▶ **Stored items**
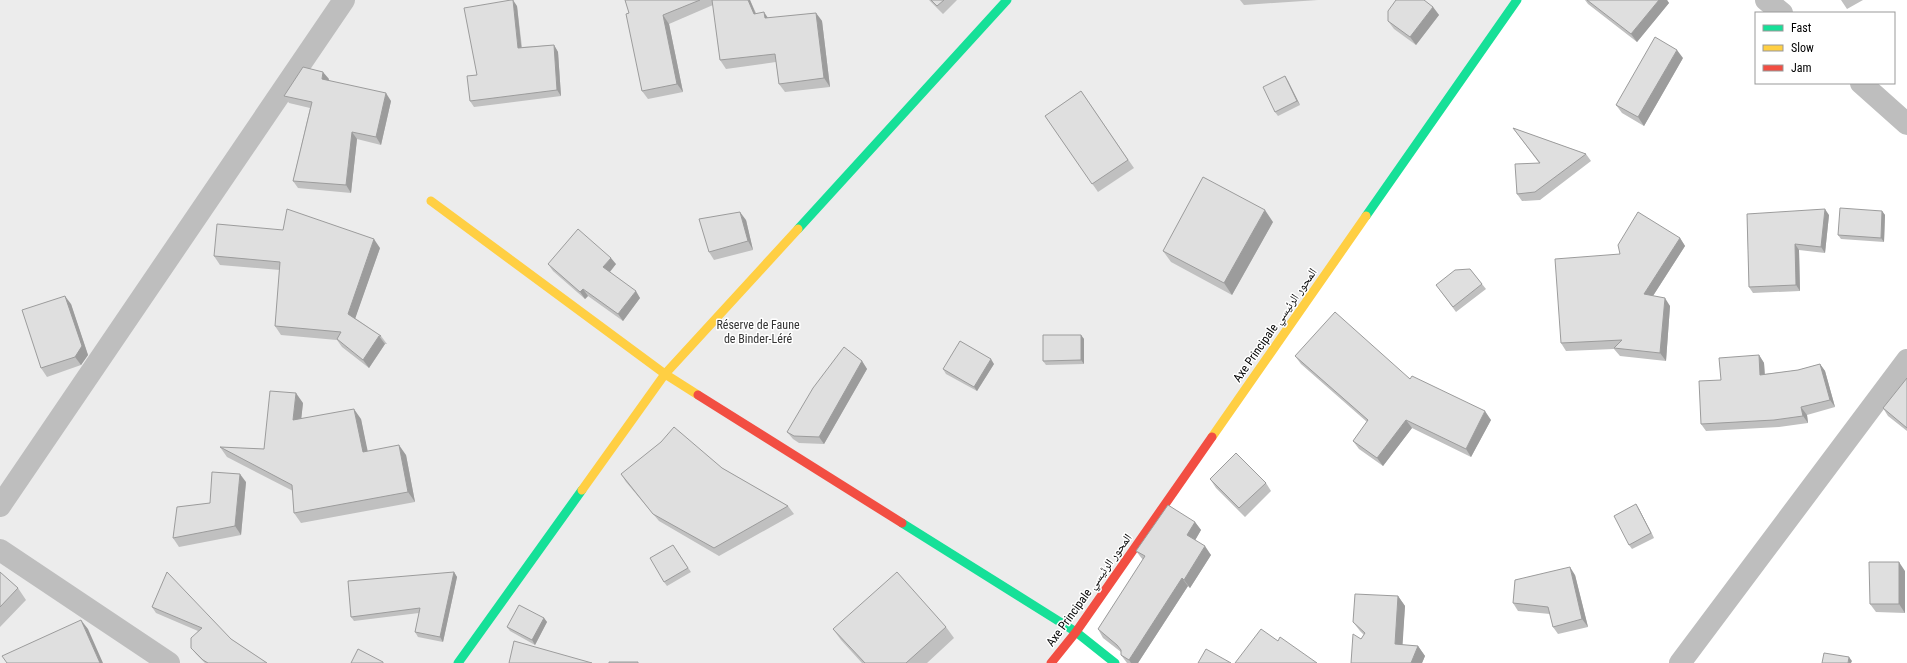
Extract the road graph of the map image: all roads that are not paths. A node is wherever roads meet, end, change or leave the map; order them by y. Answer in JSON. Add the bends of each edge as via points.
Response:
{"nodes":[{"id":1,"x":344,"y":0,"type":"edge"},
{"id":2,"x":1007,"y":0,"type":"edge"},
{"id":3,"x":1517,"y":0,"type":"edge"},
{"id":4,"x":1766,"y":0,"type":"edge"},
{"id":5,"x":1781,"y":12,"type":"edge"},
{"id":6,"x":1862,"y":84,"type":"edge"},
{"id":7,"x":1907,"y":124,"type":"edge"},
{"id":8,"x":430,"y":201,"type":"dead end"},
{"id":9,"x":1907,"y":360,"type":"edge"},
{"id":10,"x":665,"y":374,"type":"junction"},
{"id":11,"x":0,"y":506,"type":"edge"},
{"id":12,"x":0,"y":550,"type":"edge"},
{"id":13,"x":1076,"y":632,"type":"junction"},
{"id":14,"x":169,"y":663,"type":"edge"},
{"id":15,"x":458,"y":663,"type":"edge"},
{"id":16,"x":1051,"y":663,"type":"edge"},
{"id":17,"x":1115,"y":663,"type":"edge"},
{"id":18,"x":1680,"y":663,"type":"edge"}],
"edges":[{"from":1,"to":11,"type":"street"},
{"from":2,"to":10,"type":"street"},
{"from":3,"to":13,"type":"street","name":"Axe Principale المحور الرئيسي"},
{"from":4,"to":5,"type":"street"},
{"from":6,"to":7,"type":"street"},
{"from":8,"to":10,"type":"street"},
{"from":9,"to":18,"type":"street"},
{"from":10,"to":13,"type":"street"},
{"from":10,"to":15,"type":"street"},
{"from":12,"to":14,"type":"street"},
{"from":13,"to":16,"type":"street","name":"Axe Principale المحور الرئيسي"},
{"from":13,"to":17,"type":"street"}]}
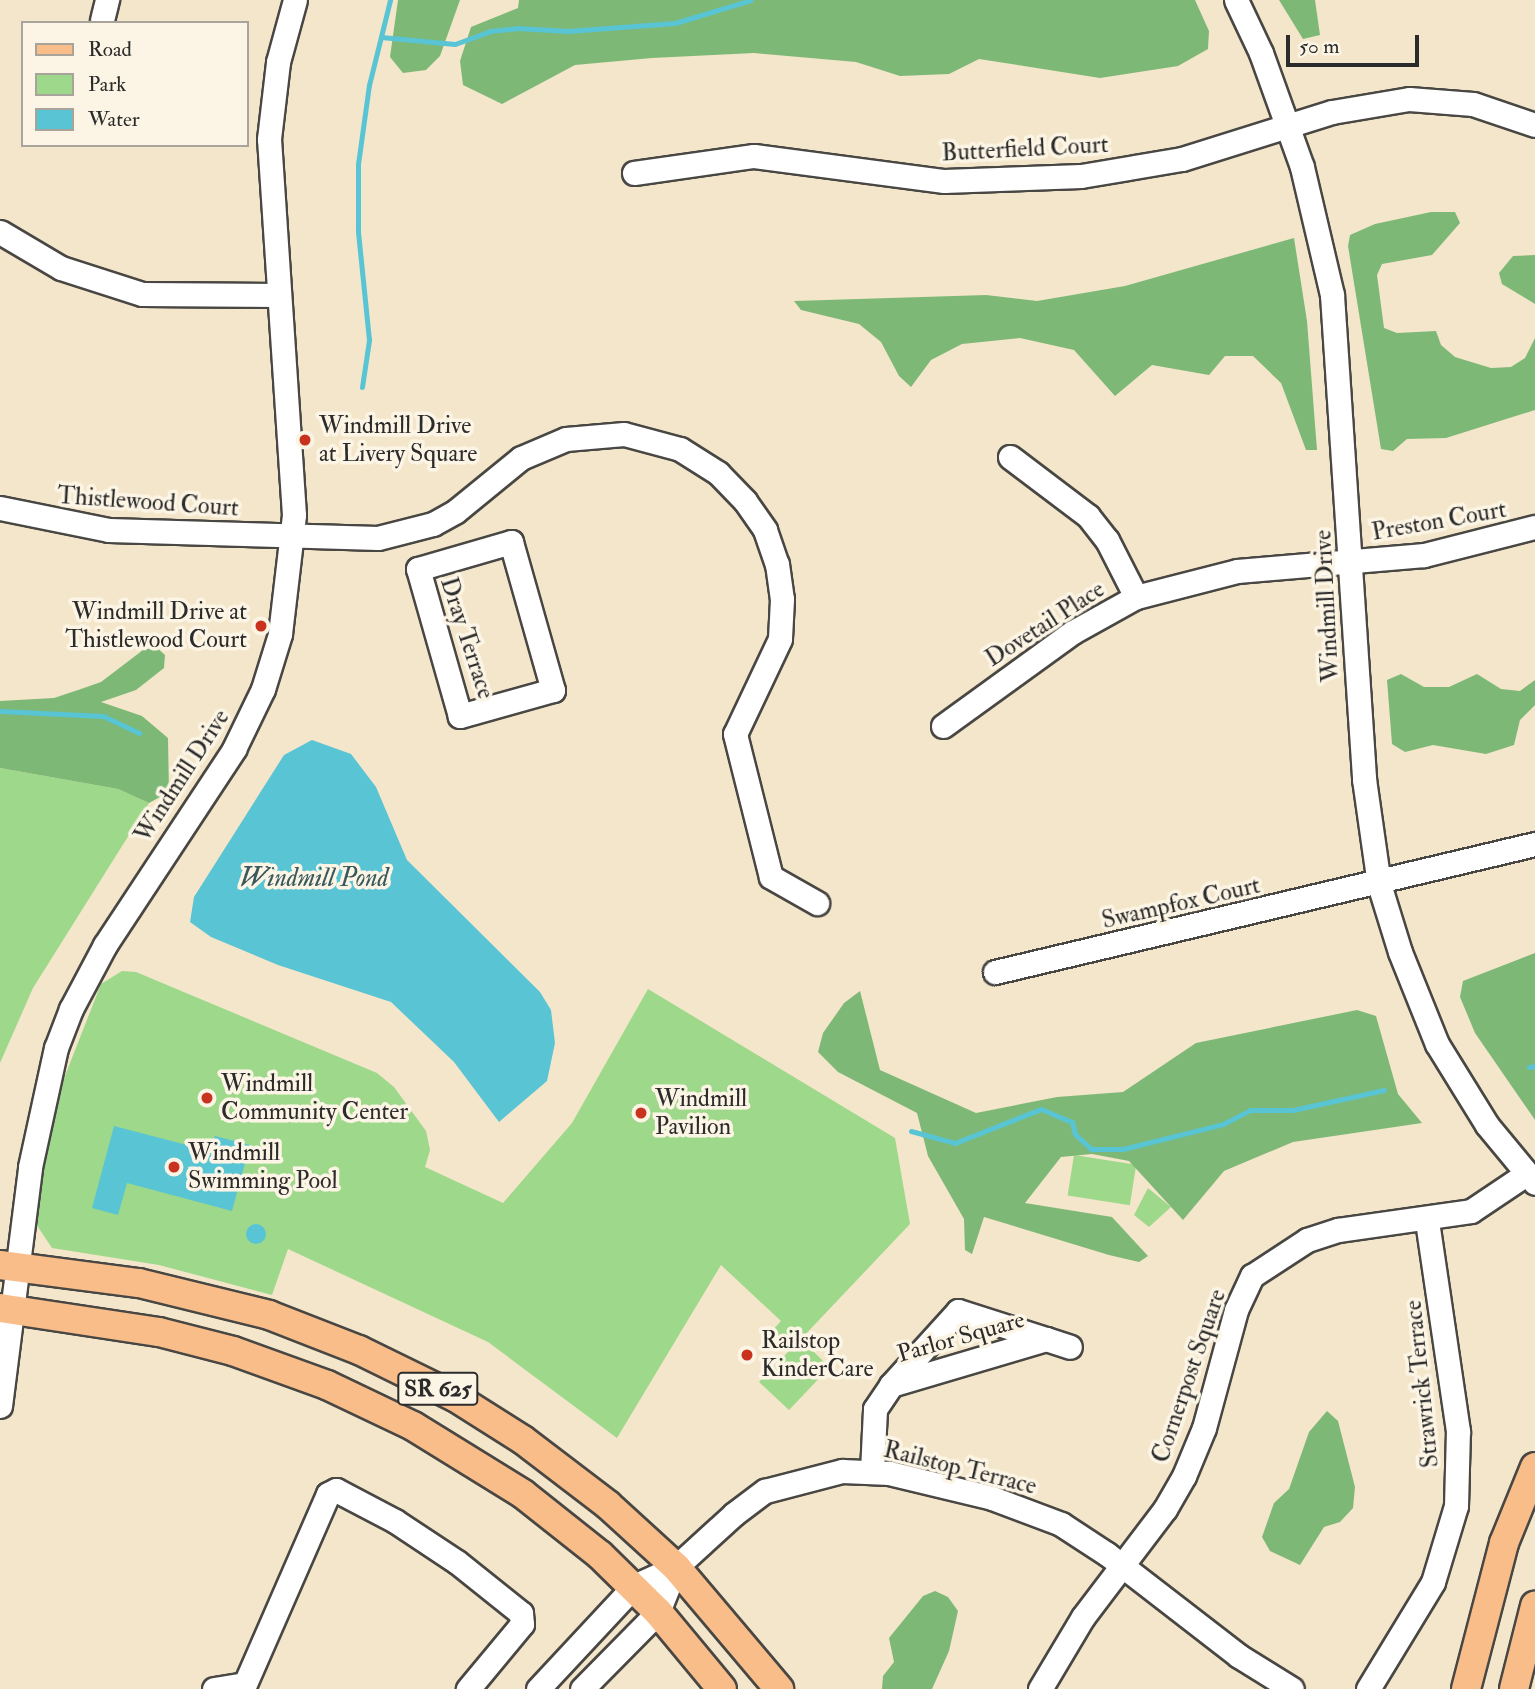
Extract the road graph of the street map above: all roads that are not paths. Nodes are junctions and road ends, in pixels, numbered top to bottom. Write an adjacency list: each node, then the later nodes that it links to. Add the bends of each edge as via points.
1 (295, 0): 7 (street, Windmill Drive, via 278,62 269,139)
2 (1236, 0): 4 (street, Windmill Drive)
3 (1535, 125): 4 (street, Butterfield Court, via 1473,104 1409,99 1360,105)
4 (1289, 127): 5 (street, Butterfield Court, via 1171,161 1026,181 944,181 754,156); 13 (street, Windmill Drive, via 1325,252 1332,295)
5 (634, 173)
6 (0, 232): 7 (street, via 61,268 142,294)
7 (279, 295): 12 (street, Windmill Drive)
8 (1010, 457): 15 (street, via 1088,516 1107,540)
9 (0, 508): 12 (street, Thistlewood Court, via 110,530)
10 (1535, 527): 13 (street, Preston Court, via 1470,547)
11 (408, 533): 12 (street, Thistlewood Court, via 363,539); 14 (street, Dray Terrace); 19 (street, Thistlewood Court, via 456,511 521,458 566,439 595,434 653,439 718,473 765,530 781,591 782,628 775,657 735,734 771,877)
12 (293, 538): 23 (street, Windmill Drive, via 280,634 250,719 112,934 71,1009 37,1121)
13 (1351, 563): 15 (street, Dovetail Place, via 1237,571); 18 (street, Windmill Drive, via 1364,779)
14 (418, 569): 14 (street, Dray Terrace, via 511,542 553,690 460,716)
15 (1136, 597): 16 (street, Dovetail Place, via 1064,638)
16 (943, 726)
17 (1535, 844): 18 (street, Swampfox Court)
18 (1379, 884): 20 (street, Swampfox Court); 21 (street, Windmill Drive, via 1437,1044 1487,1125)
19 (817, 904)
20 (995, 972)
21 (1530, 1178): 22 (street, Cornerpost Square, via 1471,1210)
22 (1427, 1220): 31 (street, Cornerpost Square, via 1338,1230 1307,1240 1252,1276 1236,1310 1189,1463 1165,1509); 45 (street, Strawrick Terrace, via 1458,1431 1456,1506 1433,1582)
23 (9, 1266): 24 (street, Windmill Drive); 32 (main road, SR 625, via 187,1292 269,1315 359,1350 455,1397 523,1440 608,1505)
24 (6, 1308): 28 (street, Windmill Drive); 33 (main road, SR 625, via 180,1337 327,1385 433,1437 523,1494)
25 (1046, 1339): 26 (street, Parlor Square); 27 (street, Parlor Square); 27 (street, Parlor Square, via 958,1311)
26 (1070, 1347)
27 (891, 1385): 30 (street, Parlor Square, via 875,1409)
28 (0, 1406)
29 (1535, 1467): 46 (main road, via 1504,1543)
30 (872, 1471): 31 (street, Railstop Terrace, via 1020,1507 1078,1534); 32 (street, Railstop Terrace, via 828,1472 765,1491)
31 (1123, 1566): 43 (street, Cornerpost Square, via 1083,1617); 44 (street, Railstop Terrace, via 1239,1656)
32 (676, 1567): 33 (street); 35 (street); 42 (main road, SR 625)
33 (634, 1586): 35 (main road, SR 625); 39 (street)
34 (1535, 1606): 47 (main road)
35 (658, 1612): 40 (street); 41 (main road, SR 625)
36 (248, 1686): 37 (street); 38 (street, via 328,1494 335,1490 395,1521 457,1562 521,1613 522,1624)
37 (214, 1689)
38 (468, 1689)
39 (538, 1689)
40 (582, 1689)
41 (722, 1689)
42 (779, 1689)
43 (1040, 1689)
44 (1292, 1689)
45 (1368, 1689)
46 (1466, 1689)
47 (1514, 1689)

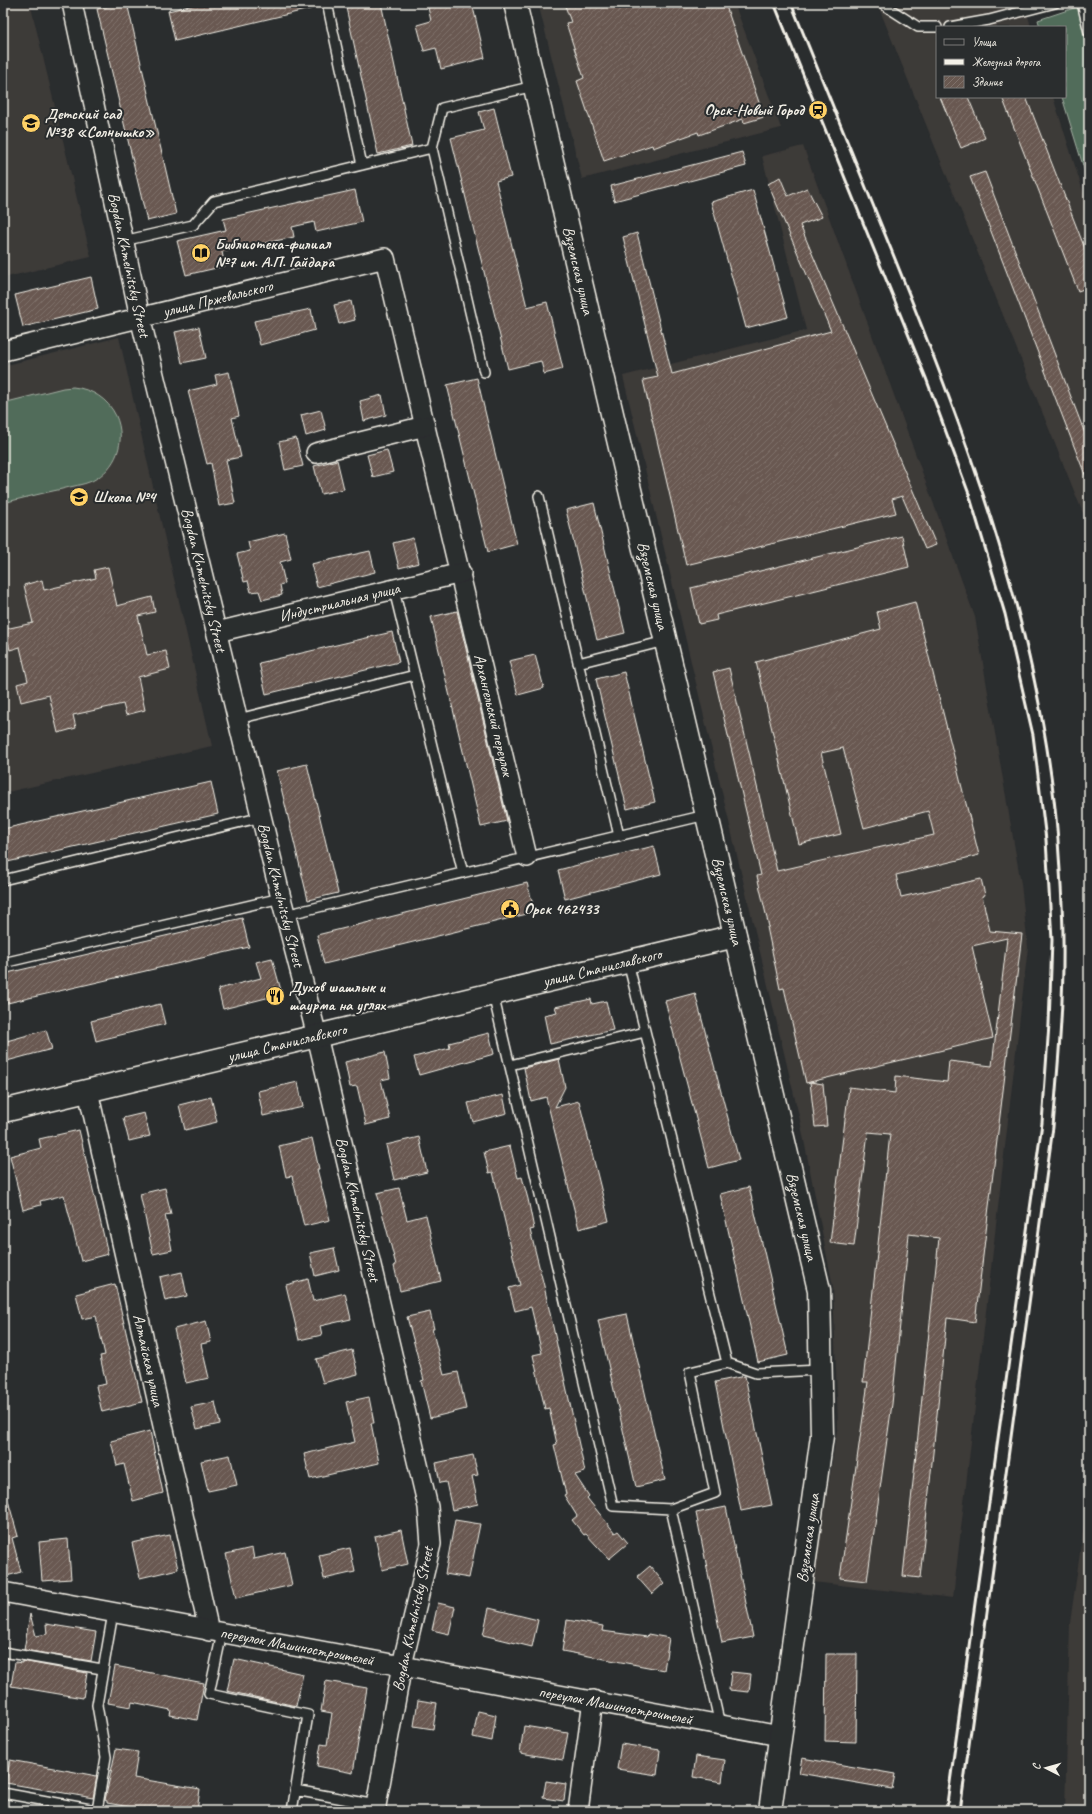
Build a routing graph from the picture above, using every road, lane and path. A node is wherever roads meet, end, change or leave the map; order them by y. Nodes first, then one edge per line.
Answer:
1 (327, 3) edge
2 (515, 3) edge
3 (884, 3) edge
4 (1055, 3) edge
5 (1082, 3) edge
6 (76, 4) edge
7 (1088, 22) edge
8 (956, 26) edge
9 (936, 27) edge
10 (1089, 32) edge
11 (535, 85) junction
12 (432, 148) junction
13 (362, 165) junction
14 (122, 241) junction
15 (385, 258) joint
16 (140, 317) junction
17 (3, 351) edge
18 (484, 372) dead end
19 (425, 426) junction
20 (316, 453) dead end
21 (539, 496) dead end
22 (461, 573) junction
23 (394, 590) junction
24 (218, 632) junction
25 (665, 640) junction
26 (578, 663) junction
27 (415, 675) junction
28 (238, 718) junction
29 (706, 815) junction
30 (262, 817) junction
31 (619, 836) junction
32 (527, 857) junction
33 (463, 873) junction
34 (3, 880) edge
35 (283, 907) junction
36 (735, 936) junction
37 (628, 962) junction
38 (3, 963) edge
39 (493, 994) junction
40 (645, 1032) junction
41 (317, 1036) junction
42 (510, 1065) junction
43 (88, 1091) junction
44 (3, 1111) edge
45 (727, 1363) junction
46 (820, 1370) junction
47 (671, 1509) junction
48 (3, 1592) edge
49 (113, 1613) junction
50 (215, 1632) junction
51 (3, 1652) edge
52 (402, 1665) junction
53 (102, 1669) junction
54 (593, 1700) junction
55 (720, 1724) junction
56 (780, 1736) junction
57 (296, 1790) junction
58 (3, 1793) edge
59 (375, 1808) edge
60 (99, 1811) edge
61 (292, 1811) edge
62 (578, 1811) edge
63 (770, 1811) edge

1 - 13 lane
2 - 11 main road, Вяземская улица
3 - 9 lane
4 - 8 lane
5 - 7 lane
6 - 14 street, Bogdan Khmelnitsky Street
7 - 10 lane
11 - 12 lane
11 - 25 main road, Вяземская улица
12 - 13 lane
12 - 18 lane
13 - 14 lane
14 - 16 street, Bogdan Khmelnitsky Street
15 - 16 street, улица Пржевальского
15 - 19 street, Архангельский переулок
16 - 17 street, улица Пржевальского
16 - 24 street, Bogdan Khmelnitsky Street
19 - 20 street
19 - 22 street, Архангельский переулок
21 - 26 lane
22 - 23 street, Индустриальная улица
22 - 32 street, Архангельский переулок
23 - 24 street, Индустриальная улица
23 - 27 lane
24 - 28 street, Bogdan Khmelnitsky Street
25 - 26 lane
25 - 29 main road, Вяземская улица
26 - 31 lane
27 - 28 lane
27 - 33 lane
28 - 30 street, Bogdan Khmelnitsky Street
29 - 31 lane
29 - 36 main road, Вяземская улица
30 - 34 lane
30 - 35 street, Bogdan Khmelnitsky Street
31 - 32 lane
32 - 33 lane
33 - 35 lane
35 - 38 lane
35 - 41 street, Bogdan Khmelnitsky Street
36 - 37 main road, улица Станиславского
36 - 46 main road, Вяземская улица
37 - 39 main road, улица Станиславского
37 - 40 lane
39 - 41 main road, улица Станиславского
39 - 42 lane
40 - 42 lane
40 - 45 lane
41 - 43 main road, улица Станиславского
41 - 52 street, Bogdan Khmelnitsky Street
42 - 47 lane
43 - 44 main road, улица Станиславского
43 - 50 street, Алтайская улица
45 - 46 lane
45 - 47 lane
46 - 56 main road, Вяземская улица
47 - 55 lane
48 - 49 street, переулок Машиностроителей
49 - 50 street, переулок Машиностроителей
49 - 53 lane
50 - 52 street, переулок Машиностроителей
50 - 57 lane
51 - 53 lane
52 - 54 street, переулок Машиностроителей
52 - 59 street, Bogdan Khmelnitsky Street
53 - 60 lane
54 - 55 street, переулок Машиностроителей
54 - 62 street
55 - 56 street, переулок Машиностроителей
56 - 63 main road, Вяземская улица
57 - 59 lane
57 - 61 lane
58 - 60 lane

▶ **GOAL OF THE EXERCISE**
A complete answer gives every line of the records holding "Станиславского".

▶ **ANSWER**
36 - 37 main road, улица Станиславского
37 - 39 main road, улица Станиславского
39 - 41 main road, улица Станиславского
41 - 43 main road, улица Станиславского
43 - 44 main road, улица Станиславского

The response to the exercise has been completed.